MATERIAL FOR THIS EXERCISE START

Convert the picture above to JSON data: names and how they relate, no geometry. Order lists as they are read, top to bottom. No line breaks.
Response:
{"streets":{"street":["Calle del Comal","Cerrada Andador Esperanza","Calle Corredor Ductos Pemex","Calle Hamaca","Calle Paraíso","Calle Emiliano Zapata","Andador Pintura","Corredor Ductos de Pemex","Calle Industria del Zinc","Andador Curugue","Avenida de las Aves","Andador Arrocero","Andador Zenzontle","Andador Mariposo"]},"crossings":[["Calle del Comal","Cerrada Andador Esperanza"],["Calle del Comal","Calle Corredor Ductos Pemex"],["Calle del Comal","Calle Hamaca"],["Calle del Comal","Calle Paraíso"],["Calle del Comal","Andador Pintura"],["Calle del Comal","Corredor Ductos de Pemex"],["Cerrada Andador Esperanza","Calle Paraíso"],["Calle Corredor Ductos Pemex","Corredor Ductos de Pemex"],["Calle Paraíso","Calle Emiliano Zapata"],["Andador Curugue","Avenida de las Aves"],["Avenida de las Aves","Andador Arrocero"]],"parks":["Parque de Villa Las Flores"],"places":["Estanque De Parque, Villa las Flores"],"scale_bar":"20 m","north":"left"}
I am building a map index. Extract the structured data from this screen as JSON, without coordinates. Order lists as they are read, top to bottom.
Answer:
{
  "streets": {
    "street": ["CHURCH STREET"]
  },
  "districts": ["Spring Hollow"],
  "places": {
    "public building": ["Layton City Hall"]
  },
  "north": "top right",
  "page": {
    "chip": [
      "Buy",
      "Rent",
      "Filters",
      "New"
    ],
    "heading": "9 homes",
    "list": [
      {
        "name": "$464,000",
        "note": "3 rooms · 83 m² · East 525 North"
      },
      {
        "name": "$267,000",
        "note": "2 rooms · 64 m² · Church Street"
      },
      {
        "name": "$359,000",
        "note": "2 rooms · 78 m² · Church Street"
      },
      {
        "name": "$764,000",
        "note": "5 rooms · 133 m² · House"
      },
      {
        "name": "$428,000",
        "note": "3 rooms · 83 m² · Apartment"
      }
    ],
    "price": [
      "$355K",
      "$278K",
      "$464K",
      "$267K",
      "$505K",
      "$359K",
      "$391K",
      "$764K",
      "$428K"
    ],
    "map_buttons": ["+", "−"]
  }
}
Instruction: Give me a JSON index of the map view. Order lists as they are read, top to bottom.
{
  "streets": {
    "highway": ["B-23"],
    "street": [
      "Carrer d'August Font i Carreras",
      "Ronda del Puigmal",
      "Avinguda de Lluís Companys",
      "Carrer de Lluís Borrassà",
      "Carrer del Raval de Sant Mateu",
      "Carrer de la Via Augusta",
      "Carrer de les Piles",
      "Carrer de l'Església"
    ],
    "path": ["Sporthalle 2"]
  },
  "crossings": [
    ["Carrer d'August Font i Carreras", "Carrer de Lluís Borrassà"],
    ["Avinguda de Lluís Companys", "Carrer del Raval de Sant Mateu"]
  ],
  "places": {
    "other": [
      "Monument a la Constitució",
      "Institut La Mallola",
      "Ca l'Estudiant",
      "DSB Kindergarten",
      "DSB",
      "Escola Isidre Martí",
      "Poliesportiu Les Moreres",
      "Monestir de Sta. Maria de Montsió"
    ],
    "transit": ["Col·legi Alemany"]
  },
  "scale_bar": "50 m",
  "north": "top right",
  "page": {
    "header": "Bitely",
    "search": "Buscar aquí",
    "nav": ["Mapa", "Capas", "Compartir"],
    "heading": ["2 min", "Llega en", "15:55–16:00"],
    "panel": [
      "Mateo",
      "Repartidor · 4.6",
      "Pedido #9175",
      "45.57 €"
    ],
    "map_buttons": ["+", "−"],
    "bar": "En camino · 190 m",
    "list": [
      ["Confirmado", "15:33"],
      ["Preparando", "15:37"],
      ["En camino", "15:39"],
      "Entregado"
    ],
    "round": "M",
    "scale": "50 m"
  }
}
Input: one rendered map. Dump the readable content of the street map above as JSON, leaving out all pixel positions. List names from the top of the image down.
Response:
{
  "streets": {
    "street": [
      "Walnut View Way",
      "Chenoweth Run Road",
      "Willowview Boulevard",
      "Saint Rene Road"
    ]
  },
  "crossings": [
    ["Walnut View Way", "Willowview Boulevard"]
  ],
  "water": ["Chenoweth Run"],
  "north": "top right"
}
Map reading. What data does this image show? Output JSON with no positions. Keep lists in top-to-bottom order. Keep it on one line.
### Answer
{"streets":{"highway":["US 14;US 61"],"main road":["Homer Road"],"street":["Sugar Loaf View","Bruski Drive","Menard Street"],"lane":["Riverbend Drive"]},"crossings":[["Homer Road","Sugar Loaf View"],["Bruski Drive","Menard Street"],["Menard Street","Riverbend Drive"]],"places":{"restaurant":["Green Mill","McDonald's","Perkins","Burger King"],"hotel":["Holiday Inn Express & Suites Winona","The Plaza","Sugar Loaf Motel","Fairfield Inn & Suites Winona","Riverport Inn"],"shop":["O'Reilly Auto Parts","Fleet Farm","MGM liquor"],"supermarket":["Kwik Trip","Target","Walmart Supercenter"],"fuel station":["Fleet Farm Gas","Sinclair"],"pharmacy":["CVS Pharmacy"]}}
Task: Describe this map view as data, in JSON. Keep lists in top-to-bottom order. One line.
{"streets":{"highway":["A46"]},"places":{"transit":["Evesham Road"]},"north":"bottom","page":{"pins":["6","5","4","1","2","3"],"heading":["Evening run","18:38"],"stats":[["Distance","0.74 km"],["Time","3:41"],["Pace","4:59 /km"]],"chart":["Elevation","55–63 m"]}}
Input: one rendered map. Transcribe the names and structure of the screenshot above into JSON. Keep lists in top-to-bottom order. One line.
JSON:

MATERIAL FOR THIS EXERCISE END

**WHAT IS REQUIRED:** Search the material above for the word "names", and return each line that holds it.

**EXERCISE RESULT:**
Convert the picture above to JSON data: names and how they relate, no geometry. Order lists as they are read, top to bottom. No line breaks.
Input: one rendered map. Dump the readable content of the street map above as JSON, leaving out all pixel positions. List names from the top of the image down.
Input: one rendered map. Transcribe the names and structure of the screenshot above into JSON. Keep lists in top-to-bottom order. One line.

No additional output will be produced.